October 03, 2007
An article in the rather odd little magazine Democratiya, a liberal-left pro-interventionist Euston Manifesto-ish periodical run out of some minor British university, reports on “the paleocon imagination” as exemplified by The American Conservative, and Antiwar.com, within the framework of an alleged review of Bill Kauffman’s Look Homeward, America.

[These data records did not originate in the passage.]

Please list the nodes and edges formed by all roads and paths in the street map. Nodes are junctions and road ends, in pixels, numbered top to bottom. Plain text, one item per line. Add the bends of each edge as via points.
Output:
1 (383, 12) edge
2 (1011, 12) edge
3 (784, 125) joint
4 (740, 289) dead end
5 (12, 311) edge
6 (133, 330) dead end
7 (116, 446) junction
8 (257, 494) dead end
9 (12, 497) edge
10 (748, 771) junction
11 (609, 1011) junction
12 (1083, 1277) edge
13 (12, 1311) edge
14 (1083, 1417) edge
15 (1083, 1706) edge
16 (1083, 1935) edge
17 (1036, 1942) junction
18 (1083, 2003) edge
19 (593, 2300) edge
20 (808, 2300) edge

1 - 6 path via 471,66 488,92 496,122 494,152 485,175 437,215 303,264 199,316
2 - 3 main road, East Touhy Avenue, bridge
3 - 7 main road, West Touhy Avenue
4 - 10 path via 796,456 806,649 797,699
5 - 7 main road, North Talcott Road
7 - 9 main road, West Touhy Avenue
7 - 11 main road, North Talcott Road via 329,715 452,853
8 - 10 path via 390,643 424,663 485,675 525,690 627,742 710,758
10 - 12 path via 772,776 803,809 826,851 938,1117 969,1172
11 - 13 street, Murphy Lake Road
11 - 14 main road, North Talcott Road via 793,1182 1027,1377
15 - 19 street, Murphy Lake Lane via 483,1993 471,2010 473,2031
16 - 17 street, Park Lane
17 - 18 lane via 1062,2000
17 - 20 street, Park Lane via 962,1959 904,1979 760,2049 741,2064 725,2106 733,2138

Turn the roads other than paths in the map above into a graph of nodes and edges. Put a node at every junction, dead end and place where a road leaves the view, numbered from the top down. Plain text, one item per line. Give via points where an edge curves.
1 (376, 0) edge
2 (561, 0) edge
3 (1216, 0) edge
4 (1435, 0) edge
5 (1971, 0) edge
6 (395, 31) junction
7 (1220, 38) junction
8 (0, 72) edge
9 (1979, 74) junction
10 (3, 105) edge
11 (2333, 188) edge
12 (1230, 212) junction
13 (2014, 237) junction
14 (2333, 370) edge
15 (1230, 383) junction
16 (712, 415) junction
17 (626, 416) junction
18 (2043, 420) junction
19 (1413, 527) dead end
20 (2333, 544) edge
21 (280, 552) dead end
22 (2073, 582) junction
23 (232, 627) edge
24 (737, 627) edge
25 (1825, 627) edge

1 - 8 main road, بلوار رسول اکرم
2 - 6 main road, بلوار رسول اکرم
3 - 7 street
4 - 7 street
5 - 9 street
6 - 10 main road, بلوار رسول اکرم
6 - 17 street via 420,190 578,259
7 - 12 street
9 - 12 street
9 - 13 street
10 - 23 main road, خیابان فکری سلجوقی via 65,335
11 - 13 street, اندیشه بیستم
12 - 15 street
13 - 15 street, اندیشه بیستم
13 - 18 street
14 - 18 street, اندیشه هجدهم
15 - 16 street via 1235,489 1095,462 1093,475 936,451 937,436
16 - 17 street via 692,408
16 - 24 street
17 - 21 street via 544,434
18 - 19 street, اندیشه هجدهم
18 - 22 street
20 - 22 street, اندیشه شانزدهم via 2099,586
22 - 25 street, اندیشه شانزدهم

Author Dan Erdman and his audience are lefties, tourists in the exotic world of the right, of which they know next to nothing: such is their ignorance that Erdman cites none other than William F. Buckley, Jr., as the inspirer of antiwar/“isolationist” paleocons, such as Pat Buchanan, the editors of TAC, and even myself. It’s true, of course, that, as a young conservative, Buckley was my hero and role model: here, at last, was a right-winger who was not only an intellectual, but the sort of intellectual who got on tv, and yet it was Buckley who displaced the Old Right with the neocon-infested “New Right,” and declared that we had to “accept Big Government for the duration” of the cold war—and beyond. Aside from which, it just isn’t true that Buckley opposed the Iraq war from the get-go, as Erdman implies: he just didn’t like the results.
TAC’s editorial credo is summed up as “the folly of Iraq, the drawbacks of a diverse economy and society,” with this latter phrase somewhat confusing in its implications, and perhaps left purposely vague. As for antiwar.com, we are “another popular outlet. The site’s title and amateurish design have led more than one confused commentator to mistake it for a left-wing site – an effect which may not be wholly unintentional.”
Well, actually, no: that is, it is unintentional, and, no, “amateurish”—meaning not slickly corporate-looking and graphics-heavy—doesn’t necessarily mean left-wing. Look at Matt Drudge’s site, which is as sparse and “amateurish” as possible. I mean, we’re talking black and white courier type! That’s the preferred typeface and style of what I call Right-wing Agitprop. I hate to deliver the sad news to the editors of Democratiya , but this isn’t the sixties: it’s Ron Paul, not Eugene McCarthy, who’s exciting a youthful antiwar constituency.
The theme of Erdman’s piece is that the TAC/antiwar.com wing of the conservative movement is “reaching out to isolationist elements on the left,” and he takes up this theme in his discussion of Look Homeward, America, which, in its chronicle of “reactionary radicals” includes such apparently unlikely figures as Eugene Debs and Dorothy Day. In typical humorless left-speak, Erdman peers querulously at Kauffman’s book through a narrow ideological lens, and comes to the conclusion that paleoconservatism nothing more than nostalgia for a vanished world of buccolic pre-industrial virginity. It never occurs to him that the various individuals profiled in the book might have something more than ideology, or even a concrete political program, in common: that is, a distinctly American orneriness—a certain temperament, rather than a central dogma.
Erdman concludes by advising paleocons to look for allies on the “ultra left.” Does he mean this guy? I don’t think he’d be much use after he gets out of the hospital …
Erdman has absolutely no understanding of what the paleoconservative “movement”—if such it can be called—is all about. He is therefore capable of writing the following:
“Look Homeward demonstrates the sometimes twisted roots of a certain type of American conservative thinking, one that has not been prominent for some time, but may yet prove to have legs. Paleo-conservatives like Kauffman, Raimondo, Buchanan maintain that the pace of change and the increase of productivity and flexibility of the economy will function as a disruptive influence on society. As the global economy marches over the horizon, it is plain that the global society is close behind. Whether you find this development to be, in and of itself, something to hope for or something to dread provides an essential clue to just how radical or how reactionary you are.”
The idea that a libertarian such as myself endorses such ideas is preposterous, as anyone faintly acquainted with libertarianism could easily tell you. I don’t think any of the others mentioned are enemies of flexibility, or productivity per se. It’s a crude attempt to pigeonhole paleos into the convenient category of hopeless nostalgics, futilely struggling against the inevitable March of History toward a Fukuyama-ish mono-cultural Global State. Oh, do me a favor, as they say on “Eastenders”. These lefties are so smug in their ignorance: they really believe they are the Wave of the Future. Well, maybe they are, and maybe they aren’t—but, either way, not without a fight.